Cara Agar Pacar Makin Sayang Sama KIta

Di bawah ini adalah beberapa hal yang perlu anda lakukan agar hubungan anda tetap menyenangkan dan lancar dengan pacar tercinta sehingga dapat menikahinya :

1. Komunikasi Yang Intensif

Dengan teknologi yang sudah maju anda bisa sering menelpon dan mengirim sms ke dia dengan obrolan yang segar dan tidak membosankan. Usahakan bisa menelfon si dia setiap malam hari dengan tarif yang murah meriah sehingga anda dapat berlama-lama ngobrol dengannya berdua. Jika si doi sudah merasa nyaman dan senang ditelfon maka komunikasi yang anda lakukan dalam kondisi yang baik.

Hindari menanyakan hal yang sama berulang-ulang dan dapat membuat pasangan anda bosan menjawabnya.
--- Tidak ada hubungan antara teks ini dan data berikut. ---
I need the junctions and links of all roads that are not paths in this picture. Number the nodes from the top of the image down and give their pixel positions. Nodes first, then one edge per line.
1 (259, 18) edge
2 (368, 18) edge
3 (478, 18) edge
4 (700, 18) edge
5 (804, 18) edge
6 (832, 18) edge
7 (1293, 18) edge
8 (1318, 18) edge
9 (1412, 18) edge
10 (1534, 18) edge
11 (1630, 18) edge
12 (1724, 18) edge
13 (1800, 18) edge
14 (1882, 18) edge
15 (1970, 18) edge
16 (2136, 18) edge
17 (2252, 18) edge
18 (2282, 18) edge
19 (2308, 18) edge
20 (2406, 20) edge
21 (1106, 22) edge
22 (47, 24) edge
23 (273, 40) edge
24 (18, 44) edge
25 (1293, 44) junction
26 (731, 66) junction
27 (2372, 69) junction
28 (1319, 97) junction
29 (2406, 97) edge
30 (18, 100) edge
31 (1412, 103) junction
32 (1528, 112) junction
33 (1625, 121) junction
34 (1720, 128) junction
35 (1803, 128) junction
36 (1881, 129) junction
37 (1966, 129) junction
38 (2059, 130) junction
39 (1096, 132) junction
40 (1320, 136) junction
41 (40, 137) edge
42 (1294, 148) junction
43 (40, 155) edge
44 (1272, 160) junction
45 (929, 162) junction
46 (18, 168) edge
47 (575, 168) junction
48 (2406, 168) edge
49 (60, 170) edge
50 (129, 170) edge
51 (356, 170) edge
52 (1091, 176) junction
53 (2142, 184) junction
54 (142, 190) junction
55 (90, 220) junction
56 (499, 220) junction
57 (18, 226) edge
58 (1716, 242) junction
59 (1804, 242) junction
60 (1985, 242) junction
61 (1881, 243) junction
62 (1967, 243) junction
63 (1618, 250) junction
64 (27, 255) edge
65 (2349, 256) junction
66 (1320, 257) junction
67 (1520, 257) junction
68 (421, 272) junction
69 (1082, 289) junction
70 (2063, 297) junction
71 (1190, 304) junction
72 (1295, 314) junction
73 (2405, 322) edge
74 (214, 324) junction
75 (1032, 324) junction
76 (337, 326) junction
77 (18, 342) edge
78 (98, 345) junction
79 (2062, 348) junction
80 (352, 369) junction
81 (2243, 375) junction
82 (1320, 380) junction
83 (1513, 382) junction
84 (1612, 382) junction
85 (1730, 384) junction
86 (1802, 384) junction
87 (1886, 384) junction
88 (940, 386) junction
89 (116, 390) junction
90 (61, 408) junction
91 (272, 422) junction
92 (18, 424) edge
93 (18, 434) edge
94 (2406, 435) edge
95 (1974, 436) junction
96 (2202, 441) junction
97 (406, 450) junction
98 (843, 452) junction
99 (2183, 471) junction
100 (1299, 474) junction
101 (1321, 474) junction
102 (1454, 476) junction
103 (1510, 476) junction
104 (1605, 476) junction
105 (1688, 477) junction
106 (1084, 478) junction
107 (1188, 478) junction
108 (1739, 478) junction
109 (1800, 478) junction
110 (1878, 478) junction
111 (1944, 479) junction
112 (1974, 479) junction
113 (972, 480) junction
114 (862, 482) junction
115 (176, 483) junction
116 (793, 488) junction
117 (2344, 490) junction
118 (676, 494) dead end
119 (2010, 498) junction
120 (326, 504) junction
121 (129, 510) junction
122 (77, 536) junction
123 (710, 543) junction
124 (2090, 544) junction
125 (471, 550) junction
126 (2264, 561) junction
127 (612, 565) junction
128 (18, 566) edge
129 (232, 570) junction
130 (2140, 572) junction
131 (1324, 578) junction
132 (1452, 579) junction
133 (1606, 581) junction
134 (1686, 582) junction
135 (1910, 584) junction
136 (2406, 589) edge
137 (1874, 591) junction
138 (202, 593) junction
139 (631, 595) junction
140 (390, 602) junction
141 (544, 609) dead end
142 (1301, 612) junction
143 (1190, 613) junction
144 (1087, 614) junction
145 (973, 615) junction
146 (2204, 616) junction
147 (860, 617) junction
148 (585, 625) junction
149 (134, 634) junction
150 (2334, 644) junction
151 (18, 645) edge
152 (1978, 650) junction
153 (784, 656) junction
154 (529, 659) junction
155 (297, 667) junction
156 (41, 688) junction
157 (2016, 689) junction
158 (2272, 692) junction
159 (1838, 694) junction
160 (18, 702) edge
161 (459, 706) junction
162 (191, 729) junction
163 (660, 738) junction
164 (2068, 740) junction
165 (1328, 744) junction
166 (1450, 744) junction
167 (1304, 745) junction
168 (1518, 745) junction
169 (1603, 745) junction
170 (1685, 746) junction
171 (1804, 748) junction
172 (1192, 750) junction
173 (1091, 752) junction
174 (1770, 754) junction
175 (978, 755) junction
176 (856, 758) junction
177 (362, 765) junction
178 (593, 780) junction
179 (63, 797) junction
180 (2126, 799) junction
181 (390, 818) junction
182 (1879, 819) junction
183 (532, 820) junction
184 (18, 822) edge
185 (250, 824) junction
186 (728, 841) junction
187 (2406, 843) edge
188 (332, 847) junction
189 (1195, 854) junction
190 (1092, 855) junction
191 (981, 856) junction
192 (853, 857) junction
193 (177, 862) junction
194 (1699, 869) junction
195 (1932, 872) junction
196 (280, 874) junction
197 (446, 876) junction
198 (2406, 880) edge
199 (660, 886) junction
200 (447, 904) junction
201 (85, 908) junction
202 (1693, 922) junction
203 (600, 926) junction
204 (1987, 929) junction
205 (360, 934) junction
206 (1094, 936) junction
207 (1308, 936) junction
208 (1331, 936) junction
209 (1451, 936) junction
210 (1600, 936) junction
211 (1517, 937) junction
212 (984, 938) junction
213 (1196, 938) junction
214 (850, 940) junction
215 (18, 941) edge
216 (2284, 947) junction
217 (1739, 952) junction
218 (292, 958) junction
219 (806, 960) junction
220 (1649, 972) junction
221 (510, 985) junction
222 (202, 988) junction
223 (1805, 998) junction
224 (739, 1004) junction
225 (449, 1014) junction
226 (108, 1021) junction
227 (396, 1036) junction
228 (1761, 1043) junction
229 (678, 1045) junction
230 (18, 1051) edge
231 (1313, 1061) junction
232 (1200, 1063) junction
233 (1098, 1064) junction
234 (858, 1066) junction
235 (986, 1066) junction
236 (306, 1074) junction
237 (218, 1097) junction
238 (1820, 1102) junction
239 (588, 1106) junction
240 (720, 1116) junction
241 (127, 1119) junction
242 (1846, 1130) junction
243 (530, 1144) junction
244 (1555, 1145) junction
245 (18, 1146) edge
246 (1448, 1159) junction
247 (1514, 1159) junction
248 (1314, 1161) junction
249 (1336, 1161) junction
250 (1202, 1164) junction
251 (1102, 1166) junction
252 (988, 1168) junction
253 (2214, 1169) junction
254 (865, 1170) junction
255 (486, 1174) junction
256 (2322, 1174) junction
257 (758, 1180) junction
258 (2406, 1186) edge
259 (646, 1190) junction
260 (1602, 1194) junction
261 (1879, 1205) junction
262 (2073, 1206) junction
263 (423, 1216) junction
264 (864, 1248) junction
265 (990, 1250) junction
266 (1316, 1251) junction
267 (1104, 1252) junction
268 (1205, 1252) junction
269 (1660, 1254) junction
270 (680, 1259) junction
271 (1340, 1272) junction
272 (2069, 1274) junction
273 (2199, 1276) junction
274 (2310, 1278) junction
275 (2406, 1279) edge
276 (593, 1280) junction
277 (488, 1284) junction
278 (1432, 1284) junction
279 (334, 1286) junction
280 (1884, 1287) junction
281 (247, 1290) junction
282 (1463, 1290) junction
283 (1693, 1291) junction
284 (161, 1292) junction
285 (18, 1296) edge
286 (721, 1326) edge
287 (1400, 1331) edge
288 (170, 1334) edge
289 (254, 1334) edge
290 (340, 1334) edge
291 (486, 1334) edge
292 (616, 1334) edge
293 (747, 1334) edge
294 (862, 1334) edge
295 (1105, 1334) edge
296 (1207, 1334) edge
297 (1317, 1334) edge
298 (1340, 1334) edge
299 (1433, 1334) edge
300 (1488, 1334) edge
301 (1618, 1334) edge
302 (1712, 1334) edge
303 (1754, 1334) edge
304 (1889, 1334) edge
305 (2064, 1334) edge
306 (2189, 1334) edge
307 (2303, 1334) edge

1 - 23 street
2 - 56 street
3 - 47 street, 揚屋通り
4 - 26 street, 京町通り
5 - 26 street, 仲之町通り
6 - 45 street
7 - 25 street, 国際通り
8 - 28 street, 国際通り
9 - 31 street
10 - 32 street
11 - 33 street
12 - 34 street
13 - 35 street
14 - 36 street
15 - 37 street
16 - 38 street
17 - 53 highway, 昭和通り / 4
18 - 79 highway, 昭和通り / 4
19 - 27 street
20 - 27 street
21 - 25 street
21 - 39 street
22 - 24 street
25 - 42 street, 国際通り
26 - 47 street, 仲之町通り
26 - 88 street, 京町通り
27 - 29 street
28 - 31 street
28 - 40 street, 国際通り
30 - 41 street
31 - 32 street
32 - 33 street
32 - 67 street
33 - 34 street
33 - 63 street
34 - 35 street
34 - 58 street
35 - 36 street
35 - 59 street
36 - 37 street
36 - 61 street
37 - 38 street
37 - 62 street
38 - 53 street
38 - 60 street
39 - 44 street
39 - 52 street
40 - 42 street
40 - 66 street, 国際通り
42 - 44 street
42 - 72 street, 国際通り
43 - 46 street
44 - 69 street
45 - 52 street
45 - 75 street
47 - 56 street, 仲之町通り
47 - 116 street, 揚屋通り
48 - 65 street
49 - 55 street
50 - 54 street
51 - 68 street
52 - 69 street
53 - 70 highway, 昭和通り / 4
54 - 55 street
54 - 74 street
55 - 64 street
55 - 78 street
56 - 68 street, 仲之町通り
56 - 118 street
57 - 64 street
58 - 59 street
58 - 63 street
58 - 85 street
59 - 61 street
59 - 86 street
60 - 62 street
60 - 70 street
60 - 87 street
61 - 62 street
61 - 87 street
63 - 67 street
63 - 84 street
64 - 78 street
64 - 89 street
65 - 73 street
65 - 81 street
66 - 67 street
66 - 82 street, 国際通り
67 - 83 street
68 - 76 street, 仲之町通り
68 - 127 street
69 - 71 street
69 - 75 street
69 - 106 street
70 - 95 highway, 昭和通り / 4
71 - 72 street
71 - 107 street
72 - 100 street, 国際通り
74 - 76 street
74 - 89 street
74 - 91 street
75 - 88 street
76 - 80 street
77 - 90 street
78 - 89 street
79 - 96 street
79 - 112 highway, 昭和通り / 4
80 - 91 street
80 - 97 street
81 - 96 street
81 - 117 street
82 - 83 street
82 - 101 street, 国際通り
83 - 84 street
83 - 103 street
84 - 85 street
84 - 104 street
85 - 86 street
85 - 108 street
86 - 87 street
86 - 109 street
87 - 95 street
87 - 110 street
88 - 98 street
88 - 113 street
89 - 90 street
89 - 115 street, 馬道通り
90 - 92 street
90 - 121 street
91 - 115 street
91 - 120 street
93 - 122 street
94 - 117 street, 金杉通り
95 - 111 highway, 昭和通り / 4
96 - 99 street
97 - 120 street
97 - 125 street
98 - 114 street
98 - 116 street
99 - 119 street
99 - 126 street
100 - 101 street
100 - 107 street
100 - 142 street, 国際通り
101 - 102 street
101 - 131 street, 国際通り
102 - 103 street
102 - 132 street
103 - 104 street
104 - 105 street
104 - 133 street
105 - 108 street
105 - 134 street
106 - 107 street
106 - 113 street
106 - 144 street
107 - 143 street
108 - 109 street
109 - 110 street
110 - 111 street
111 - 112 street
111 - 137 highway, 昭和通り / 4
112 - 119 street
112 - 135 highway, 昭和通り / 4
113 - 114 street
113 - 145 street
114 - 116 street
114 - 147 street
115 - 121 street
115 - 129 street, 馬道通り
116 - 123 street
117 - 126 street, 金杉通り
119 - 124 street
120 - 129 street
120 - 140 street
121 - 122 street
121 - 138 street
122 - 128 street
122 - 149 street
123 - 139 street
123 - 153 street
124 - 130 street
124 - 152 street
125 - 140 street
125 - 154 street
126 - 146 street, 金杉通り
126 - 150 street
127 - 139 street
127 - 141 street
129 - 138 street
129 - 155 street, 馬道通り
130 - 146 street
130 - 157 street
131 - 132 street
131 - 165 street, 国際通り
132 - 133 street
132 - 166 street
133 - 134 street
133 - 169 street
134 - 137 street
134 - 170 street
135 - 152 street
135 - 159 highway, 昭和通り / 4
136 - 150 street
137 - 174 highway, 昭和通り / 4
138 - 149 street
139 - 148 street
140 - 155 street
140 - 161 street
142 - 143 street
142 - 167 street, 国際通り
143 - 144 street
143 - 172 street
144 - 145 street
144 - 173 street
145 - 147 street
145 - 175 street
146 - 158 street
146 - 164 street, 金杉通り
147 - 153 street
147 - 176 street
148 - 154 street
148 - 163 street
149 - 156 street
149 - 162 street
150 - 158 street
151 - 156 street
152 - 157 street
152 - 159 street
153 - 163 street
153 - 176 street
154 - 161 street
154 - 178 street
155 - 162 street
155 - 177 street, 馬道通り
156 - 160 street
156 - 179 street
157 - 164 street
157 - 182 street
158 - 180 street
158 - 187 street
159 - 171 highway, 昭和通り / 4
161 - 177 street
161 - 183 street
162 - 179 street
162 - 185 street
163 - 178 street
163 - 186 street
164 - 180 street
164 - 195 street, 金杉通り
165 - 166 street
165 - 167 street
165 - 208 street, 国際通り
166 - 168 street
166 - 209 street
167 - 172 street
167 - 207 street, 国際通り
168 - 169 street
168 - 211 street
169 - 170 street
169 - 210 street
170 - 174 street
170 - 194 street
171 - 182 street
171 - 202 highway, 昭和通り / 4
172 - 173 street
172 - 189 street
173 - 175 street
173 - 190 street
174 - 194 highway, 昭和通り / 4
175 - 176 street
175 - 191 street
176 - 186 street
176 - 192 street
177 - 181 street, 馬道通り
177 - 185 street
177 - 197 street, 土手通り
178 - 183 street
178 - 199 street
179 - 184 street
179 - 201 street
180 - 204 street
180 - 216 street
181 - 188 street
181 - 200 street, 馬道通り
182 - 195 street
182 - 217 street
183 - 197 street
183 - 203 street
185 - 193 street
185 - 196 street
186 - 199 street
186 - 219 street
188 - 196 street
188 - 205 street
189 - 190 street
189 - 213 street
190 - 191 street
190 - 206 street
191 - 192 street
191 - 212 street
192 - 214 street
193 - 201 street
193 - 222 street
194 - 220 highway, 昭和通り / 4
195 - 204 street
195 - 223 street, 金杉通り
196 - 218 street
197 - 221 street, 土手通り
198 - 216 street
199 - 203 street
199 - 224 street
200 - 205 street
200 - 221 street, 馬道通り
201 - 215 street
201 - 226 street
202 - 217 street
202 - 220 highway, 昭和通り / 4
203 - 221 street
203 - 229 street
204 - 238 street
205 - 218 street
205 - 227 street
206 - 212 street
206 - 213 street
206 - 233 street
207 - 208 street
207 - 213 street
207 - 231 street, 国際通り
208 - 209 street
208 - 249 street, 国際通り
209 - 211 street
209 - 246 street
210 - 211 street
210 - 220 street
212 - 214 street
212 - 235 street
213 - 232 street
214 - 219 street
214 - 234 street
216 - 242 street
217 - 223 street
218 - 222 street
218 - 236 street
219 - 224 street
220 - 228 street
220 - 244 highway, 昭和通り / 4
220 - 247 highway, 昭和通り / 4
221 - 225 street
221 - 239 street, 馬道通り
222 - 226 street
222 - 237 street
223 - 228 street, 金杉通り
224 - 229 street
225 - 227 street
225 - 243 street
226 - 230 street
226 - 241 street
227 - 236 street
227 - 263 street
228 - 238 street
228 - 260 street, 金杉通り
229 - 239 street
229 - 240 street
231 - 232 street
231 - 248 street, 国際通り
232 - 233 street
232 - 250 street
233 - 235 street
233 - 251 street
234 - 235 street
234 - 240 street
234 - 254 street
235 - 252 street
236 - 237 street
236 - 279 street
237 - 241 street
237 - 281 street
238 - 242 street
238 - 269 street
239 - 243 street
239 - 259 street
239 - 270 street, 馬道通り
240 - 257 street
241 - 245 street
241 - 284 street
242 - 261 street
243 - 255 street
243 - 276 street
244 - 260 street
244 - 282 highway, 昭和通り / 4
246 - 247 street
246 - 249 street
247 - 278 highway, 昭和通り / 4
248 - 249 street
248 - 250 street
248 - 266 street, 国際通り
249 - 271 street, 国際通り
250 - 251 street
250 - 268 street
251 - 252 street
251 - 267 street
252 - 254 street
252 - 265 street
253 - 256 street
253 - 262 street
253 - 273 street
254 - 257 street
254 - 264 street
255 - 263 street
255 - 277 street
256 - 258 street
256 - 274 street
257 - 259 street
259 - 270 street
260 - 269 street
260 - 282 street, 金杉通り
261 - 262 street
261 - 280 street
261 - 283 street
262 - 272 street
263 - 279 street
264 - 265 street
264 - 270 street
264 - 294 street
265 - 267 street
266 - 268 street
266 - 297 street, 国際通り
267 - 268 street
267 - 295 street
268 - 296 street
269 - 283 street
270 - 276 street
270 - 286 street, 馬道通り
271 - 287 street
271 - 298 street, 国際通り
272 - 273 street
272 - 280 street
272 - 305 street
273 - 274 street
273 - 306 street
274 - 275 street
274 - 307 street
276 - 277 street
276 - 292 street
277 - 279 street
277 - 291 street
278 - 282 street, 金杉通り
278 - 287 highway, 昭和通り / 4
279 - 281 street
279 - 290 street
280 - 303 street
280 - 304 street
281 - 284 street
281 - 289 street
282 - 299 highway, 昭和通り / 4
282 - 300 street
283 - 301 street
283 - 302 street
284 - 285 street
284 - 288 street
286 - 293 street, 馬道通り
Jika anda mempunyai sesuatu hal yang menarik dan baru, sampaikanlah. Selain malam hari, jangan ganggu si dia terlalu lama. Cukup dengan telepon sebentar dan beberapa sms segar. Jangan paksakan melakukan komunikasi jika keadaan sedang tidak memungkinkan.

2. Beri Perhatian Lebih

Perlakukan si dia berbeda dan lebih baik dari orang lain. Ketika dia ulang tahun atau event-event tertentu ucapkan selamat dan juga bisa anda beri hadiah. Buatlah seolah-olah dia seorang yang spesial dan anda tidak mau kehilangan dirinya. Jika doi ada masalah, bantulah minimal dengan mendengarkan curhat serta membantu dengan memberi solusi.

3. Ungkapan Cinta Yang Tulus Dan Wajar

Jangan memberi ungkapan gombal yang berlebihan yang tidak sesuai dengan kenyataan. Ungkapkan cinta anda secukupnya secara wajar tidak dibuat-buat alias maksa. Buat varasi ungkapan cinta anda dengan berbagai metode dan cara agar tidak monoton.
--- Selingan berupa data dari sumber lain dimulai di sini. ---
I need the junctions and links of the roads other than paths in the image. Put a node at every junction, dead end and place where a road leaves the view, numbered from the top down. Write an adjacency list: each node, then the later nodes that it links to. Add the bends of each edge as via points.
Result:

4. Pelajari Sifat Dan Perilaku

Amati dan pelajari apa-apa yang ia sukai dan apa-apa yang tidak disukainya. Jika anda sudah tahu, jangan lakukan hal-hal yang tidak ia sukai dan lakukanlah apa yang ia sukai selama tidak melanggar aturan hukum, norma dan agama serta tidak membebani anda. Hindari hubungan seks di luar nikah untuk menghindari masalah pelik yang dapat muncul. Tolak dengan baik ajakan-ajakan yang berbahaya, karena belum tentu ia akan menikah dengan anda.

5. Jangan Pelit Dan Matre

Ketika sedang pergi berdua jika memungkinkan tanggunglah biaya-biaya pacaran berdua seperti makan, nonton, belanja, jajan, transport, dsb. Jangan maunya dibayari saja tanpa mau mengorbankan sedikitpun uang anda untuk orang yang anda sayangi. Tetapi jika salah satu ada yang sudah bekerja dan yang satunya tidak bekerja, dibayari adalah sesuatu yang wajar.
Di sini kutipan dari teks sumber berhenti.